The addition is much more than simply bolting a pair of seats suitable for tiny people into the boot. Lexus has redesigned the rear of the car, extending the body to ensure there’s enough headroom for third-row visitors, while growing the car’s length by 110mm over the regular RX to accommodate the additional pair of passengers. That raises boot space from 453 to 495 litres, and the middle row adjusts on a 120mm slide, something Lexus claims is class best.
The L costs £2350-£2450 more than the five-seat RX, depending on specification, with the extra money also buying third-row climate control, USB chargers and electrically folding rear seats.
There is a running-cost penalty with the bigger car.

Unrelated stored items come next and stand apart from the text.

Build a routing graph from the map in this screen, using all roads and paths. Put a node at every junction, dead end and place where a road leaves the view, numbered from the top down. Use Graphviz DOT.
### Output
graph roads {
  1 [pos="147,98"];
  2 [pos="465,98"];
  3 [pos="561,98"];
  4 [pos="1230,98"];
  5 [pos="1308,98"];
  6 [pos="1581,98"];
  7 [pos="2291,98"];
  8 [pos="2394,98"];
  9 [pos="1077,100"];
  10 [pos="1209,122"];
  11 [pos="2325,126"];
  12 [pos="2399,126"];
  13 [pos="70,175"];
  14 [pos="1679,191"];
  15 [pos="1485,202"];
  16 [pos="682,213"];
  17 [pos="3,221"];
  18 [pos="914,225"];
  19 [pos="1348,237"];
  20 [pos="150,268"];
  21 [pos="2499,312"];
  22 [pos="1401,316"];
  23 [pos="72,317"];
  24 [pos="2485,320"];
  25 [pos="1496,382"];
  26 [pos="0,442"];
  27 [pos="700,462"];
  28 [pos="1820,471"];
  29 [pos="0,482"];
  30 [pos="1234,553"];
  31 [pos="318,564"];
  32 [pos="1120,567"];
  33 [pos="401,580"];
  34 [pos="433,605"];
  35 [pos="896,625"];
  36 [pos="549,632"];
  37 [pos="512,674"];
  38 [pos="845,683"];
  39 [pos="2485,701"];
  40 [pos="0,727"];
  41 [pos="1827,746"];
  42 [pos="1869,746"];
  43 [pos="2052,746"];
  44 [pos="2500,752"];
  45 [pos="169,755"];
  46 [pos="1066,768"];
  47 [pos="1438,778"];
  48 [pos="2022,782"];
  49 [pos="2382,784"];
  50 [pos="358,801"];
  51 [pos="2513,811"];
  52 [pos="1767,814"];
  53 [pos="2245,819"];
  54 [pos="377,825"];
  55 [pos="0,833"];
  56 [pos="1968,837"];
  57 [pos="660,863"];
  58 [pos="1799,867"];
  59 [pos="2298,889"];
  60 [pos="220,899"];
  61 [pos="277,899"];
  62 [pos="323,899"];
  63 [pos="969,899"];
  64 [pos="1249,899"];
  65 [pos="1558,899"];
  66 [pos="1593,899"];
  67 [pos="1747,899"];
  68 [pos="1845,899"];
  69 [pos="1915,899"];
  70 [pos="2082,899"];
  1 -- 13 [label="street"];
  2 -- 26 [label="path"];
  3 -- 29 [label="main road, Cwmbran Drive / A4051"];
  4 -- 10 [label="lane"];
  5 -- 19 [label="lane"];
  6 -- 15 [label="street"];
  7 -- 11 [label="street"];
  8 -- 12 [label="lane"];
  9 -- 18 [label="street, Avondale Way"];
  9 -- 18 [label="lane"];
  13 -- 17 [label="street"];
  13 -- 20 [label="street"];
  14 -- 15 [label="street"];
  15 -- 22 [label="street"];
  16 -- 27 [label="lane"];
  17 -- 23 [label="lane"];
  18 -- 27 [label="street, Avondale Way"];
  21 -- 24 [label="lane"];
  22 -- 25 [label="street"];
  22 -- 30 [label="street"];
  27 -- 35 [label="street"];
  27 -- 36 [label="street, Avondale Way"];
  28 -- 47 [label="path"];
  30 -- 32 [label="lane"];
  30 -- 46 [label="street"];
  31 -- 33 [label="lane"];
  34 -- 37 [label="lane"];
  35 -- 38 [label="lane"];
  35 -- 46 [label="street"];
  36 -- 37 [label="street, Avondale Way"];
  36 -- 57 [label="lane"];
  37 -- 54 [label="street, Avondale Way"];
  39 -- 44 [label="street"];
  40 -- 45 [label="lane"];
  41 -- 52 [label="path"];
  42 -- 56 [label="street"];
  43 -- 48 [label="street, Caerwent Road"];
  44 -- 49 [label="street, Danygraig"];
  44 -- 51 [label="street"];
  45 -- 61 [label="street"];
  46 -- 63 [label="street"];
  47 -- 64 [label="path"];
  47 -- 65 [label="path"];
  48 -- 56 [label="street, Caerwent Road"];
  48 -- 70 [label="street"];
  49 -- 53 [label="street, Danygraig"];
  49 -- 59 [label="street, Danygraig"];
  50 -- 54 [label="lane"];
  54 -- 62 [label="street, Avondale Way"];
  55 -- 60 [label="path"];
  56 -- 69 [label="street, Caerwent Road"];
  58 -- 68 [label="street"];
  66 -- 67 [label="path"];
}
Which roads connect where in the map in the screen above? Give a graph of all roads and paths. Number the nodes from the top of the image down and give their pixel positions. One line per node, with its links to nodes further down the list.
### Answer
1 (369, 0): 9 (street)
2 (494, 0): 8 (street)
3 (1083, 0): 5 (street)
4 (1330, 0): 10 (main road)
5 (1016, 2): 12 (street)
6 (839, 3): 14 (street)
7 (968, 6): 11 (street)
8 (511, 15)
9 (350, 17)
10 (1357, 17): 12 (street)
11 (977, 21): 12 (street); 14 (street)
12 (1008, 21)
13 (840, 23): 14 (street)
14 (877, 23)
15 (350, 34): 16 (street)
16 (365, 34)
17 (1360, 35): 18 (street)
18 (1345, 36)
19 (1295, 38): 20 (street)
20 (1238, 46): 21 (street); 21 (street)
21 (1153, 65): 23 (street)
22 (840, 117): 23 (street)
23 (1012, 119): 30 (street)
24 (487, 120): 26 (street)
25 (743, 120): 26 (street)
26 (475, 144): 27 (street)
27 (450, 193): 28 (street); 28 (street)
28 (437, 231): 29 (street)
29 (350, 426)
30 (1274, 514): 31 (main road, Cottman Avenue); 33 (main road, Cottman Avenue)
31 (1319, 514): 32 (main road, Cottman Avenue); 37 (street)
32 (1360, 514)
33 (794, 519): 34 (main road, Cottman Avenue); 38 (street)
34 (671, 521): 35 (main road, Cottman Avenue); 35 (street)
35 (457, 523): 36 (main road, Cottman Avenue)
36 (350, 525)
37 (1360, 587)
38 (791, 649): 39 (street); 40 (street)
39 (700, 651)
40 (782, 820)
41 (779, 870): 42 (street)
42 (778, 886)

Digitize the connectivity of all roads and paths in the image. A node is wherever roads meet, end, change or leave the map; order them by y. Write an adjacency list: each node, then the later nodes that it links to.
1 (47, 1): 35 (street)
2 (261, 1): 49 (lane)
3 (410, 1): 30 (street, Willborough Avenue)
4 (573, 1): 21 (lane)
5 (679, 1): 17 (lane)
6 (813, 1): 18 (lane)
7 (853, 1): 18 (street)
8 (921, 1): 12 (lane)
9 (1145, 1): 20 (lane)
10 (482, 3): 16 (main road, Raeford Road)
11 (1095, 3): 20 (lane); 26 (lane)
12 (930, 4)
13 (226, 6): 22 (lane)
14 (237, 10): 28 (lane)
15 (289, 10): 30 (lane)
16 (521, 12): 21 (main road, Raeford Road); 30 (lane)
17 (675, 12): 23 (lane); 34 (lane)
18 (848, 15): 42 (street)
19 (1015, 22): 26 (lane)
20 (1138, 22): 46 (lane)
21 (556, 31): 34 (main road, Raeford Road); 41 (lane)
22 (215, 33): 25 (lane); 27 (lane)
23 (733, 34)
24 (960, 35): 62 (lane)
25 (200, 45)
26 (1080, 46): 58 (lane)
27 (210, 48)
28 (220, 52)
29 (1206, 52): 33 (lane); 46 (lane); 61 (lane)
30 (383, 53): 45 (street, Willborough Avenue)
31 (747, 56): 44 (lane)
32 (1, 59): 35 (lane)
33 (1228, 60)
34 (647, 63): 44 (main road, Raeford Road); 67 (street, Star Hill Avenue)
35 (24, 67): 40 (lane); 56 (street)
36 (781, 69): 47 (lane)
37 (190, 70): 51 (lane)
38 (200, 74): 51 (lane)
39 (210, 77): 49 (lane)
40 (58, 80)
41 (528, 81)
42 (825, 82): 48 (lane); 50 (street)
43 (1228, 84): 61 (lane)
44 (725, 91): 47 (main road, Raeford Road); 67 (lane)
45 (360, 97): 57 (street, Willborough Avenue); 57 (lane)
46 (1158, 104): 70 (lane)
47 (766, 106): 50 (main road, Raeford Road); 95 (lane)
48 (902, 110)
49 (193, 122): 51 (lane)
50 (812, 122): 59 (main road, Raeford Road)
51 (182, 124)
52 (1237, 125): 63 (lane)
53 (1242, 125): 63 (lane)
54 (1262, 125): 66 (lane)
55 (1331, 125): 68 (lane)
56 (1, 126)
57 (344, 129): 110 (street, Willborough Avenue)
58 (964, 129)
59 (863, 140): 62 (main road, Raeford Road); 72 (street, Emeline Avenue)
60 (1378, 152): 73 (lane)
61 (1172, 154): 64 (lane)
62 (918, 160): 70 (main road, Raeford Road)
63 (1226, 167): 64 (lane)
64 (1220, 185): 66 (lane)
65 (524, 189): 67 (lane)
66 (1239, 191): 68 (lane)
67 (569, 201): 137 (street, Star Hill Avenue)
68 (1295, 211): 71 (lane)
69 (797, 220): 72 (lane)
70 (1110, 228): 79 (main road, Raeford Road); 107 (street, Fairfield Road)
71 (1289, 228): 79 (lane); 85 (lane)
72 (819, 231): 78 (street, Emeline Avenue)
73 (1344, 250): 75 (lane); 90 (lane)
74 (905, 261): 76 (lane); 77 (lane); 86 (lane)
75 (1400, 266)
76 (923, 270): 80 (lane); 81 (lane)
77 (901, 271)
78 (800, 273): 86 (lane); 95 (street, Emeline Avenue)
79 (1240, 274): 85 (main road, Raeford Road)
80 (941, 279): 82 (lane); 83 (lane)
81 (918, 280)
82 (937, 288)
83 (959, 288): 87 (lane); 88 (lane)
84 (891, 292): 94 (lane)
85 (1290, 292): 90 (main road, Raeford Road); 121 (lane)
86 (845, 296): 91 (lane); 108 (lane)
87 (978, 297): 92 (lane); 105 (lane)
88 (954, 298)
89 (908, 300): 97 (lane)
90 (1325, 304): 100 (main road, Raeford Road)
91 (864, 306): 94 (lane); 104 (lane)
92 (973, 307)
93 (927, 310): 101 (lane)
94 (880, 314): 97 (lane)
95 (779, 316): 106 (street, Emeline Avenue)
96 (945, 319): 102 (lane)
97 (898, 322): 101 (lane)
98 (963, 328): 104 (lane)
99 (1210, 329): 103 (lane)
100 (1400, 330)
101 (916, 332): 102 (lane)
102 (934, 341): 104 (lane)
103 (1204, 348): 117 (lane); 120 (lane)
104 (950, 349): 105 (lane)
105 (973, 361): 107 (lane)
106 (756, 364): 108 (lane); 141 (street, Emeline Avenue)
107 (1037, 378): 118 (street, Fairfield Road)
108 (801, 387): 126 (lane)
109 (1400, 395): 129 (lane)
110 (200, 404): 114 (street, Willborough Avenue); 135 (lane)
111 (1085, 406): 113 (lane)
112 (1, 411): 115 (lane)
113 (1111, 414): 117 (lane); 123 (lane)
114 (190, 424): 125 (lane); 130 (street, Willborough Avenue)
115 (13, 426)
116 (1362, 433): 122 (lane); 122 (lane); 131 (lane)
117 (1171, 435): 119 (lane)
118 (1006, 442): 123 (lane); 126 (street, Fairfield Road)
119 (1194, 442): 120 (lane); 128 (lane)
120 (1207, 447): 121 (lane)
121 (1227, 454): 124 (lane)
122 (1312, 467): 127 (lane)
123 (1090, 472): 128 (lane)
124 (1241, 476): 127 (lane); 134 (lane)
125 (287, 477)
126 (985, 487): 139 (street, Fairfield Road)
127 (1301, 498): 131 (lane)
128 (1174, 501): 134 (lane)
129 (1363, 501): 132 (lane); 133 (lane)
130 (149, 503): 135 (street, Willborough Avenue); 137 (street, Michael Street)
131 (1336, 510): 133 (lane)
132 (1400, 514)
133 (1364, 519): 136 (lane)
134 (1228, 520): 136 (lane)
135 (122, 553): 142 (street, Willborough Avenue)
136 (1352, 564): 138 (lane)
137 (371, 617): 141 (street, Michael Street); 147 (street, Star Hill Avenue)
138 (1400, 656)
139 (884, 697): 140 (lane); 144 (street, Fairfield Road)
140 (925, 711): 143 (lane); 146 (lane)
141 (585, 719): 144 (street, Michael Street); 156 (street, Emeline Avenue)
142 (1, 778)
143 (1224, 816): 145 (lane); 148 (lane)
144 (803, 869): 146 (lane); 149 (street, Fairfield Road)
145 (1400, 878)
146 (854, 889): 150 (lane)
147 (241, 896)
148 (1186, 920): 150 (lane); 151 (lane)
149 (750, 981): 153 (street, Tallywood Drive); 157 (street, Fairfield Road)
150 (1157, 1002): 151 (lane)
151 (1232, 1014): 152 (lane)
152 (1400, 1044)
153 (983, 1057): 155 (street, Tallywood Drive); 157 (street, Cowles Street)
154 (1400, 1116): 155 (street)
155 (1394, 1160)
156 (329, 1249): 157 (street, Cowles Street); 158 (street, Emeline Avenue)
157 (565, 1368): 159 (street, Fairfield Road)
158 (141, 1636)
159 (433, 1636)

It’s 4g/km worse, which means its sits one benefit-in-kind band higher than the five-seater, and there’s a 4.3mpg difference on the official NEDC-correlated test figures. The five-seater has a slightly higher residual value on top of the cheaper price, so that means the seven-seater is 5.5p per mile more expensive. But emissions of just 138g/km are well below diesel seven-seat SUV rivals.
The combination of 3.5-litre petrol engine and electric motor generates 308hp, and the RX L is capable of running on battery only for up to a couple of miles, although Lexus won’t be specific on range. It recharges itself under deceleration, so the brand has recently taken to calling it a “self-charging hybrid”, to differentiate from plug-in hybrids.
Kit levels are almost identical between the two sibling models, and the RX L range kicks off at £50,995 for the SE model that is predicted to take just 2% of sales. Step up by £3100 to the Luxury spec – expected to account for 58% of sales – and it brings a 12.3-inch screen rather than the 8.0-incher of the standard car, as well as 20-inch alloys rather than 18s, LED front and rear lights and a powered tailgate with a no-touch sensor that will open the boot if the keyholder hovers a hand just in front of the Lexus badge. The top Premier spec is a hefty £7900 further, and brings features such as panoramic roof, 10-way electric front seats, Mark Levinson audio set-up and adjustable suspension.
The third row of seats is, predictably, not for adult use over long distances; Lexus describes them as “ideal for children on any journey, and comfortable for adults on shorter trips”.
Move the front two rows of seats to optimal positions, and seven adults of reasonable size could all be squeezed in, although the rearmost two may complain about headroom more than legroom. Getting in and, particularly, getting out isn’t the most elegant of manoeuvres, despite the middle row sliding forward.
To drive, the RX L is, like the regular RX, unremarkable. The hybrid system works well at low speed and, although massively improved over older systems, is still minded to offer at least as much noise as forward movement under harder acceleration.
It’s comfortable, very quite at cruising speed and the interior is very nice, but the mouse-pad-style infotainment system remains horrible to try and use while driving and is a long way off the set-ups that German premium brands have been offering for many years.